Barış - Bir kere her şeyi
biliyorsa, ileride yapacağı şeylere müdahale edemez ki. Çünkü zaten her şey
planlanmıştır. Bu yüzden planladığı şeylere bir müdahalede bulunamaz. Bu da her
şeye gücü yetme özelliğiyle çelişiyor. Ve eğer ben kulübeye gideceksem, bu
zaten baştan bellidir bunu değiştiremem.
Cenk - Sen ne biçim
konuşuyorsun, Kedito2 'ye küfür ediyorsun. Kedito2 'den daha mı iyi bileceksin?
Aslı - Hayır,
değiştirebilirsin. Kedito2 seni yaratırken sana özgür irade gücü vermiş. Bu güç
sayesinde iradenle hayatını değiştirebilirsin.

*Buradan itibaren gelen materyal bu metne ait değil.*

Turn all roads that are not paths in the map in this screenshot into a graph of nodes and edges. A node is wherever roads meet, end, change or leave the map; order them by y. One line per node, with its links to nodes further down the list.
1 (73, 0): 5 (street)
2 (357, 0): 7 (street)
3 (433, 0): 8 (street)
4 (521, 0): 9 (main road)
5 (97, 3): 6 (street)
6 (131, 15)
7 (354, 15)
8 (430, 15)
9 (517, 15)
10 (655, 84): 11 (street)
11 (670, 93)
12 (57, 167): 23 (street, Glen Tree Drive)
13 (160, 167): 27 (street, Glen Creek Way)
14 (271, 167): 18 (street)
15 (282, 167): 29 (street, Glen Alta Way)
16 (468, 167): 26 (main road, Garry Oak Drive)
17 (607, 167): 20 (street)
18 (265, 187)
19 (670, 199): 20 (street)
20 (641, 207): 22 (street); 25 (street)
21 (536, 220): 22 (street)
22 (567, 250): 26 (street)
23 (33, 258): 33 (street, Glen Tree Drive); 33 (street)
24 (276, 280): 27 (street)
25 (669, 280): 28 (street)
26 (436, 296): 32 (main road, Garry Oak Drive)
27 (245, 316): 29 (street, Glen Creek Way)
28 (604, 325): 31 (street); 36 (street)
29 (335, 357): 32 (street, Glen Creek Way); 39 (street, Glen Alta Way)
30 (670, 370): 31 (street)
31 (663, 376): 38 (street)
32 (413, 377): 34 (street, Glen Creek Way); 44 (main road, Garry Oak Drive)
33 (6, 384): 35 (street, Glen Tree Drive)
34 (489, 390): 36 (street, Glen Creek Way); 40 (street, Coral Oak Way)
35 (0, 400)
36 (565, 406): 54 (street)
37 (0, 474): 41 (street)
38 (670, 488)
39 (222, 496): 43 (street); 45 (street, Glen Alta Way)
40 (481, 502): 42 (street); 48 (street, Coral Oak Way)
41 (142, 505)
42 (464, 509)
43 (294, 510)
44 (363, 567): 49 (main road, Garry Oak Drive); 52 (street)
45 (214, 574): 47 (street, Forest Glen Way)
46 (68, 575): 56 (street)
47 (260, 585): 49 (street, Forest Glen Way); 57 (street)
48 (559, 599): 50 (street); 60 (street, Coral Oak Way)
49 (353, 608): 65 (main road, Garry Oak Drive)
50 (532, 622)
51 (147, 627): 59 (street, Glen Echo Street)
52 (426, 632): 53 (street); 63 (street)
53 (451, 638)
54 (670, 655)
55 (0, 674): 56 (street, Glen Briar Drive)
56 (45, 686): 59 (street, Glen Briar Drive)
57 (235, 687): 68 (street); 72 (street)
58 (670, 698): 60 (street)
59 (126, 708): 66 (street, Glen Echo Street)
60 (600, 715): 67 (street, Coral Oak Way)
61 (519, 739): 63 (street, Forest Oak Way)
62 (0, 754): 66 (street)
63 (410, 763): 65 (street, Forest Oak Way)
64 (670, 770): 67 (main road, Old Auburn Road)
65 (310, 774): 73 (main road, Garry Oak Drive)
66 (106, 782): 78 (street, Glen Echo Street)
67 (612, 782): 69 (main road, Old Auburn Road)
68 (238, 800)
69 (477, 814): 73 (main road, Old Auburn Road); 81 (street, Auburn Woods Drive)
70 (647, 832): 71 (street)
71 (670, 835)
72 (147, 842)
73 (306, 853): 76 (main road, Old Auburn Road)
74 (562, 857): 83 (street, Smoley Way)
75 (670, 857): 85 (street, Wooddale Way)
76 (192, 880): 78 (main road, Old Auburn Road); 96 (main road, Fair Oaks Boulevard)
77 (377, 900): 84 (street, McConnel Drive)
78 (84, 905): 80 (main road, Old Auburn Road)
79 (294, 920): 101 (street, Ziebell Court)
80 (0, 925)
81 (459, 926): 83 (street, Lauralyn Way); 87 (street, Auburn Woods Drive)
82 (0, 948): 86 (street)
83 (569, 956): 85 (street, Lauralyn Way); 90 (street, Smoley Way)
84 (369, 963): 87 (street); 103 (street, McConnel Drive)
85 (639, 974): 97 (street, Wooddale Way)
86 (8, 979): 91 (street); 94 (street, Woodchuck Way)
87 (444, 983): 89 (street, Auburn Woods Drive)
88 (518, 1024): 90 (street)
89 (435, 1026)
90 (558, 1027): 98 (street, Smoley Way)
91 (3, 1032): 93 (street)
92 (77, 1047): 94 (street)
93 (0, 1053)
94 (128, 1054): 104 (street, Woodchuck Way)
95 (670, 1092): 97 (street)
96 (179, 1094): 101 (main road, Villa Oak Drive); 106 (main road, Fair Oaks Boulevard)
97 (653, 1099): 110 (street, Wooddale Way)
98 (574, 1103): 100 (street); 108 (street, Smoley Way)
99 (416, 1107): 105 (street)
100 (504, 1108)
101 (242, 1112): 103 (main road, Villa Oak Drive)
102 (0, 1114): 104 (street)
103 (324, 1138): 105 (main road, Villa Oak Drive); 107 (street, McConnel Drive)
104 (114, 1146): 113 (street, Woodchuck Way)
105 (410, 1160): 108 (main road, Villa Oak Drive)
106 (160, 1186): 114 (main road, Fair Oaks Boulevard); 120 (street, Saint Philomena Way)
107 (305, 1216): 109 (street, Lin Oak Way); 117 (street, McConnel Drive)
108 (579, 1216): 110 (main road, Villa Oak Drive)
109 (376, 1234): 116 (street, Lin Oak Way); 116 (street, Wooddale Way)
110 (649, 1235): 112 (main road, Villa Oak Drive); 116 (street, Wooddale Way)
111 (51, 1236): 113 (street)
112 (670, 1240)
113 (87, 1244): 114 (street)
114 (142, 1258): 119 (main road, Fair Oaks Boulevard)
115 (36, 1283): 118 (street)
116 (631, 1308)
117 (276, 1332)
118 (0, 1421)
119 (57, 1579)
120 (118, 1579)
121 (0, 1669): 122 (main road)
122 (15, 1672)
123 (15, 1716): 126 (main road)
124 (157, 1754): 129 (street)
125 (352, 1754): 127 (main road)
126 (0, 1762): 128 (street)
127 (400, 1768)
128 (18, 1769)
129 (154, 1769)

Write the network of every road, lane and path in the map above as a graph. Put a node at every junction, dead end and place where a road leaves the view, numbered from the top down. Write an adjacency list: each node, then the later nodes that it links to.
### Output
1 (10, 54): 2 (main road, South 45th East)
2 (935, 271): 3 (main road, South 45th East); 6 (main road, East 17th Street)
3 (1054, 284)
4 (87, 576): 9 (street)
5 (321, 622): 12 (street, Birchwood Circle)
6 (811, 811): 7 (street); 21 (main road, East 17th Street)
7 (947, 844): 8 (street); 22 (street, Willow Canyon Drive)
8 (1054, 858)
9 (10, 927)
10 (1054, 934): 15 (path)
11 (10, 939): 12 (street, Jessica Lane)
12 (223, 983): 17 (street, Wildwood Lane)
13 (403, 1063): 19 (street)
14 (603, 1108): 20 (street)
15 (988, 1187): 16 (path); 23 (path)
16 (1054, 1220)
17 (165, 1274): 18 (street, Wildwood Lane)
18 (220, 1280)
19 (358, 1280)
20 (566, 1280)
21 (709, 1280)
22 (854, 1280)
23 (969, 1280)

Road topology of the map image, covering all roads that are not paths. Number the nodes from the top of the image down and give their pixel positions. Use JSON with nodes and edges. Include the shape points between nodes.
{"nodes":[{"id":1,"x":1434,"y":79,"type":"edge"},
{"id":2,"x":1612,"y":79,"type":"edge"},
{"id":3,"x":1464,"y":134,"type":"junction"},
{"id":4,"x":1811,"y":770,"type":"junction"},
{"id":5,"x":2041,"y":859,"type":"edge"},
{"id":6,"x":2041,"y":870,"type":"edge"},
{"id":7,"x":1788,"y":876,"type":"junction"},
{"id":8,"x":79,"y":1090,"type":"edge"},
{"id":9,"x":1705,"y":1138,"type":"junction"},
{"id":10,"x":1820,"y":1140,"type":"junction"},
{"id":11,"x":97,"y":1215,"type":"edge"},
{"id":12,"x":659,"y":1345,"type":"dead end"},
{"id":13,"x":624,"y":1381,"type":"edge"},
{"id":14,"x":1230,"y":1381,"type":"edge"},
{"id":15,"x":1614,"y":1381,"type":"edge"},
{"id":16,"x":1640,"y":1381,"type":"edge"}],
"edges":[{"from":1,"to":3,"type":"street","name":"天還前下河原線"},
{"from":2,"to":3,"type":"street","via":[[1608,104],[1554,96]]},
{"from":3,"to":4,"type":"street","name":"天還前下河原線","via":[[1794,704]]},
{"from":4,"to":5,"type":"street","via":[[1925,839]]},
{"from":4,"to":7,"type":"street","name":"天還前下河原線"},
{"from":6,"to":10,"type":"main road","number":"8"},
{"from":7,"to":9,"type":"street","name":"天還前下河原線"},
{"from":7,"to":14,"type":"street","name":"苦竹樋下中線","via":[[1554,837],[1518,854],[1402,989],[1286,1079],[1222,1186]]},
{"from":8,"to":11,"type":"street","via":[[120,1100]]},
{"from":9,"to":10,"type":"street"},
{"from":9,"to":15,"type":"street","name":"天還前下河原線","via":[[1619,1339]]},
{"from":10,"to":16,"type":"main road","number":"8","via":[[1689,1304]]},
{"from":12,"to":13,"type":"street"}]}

Barış - Ama yine aynı hesap
oluyor. Her şeyi biliyor, o yüzden özgür irademle yapacağım her şeyi zaten
baştan bilmiş olacak. Ve yanlış bir şey yaparsam bunu her şeye gücü yetme
özelliğini kullanıp, doğru olarak düzeltebilir.
Cenk - Evet, düzeltebilir ama
yapmıyor. Çünkü bu bir sınav! Biz bu sınavı onun için tuz atarak, onu ve Bulut
efendimizi severek geçebiliriz. Kedito2'nin evinde sınırsız mutluluk, yiyecek
ve zevkle sonsuza kadar yaşayacağız.
Aslı - Üstelik Kedito2'nin
var olmadığını düşünüyorsan, olmadığını kanıtlamalısın. Mademki yok, kanıtla o
zaman. Eğer kanıtlayamazsan bu Kedito2'nin var olmadığı anlamını yok eder.
Dolayısıyla bir anlamda var olduğunu kanıtlar.
Barış - Tamam da sorun bu ya,
bir çocuk gibi bizimle oynayacağına, gereksiz sınavlar yapacağına ya bizim
hepimizi inançlı olarak yaratsın ya da hepimizi evine veya kulübeye göndersin.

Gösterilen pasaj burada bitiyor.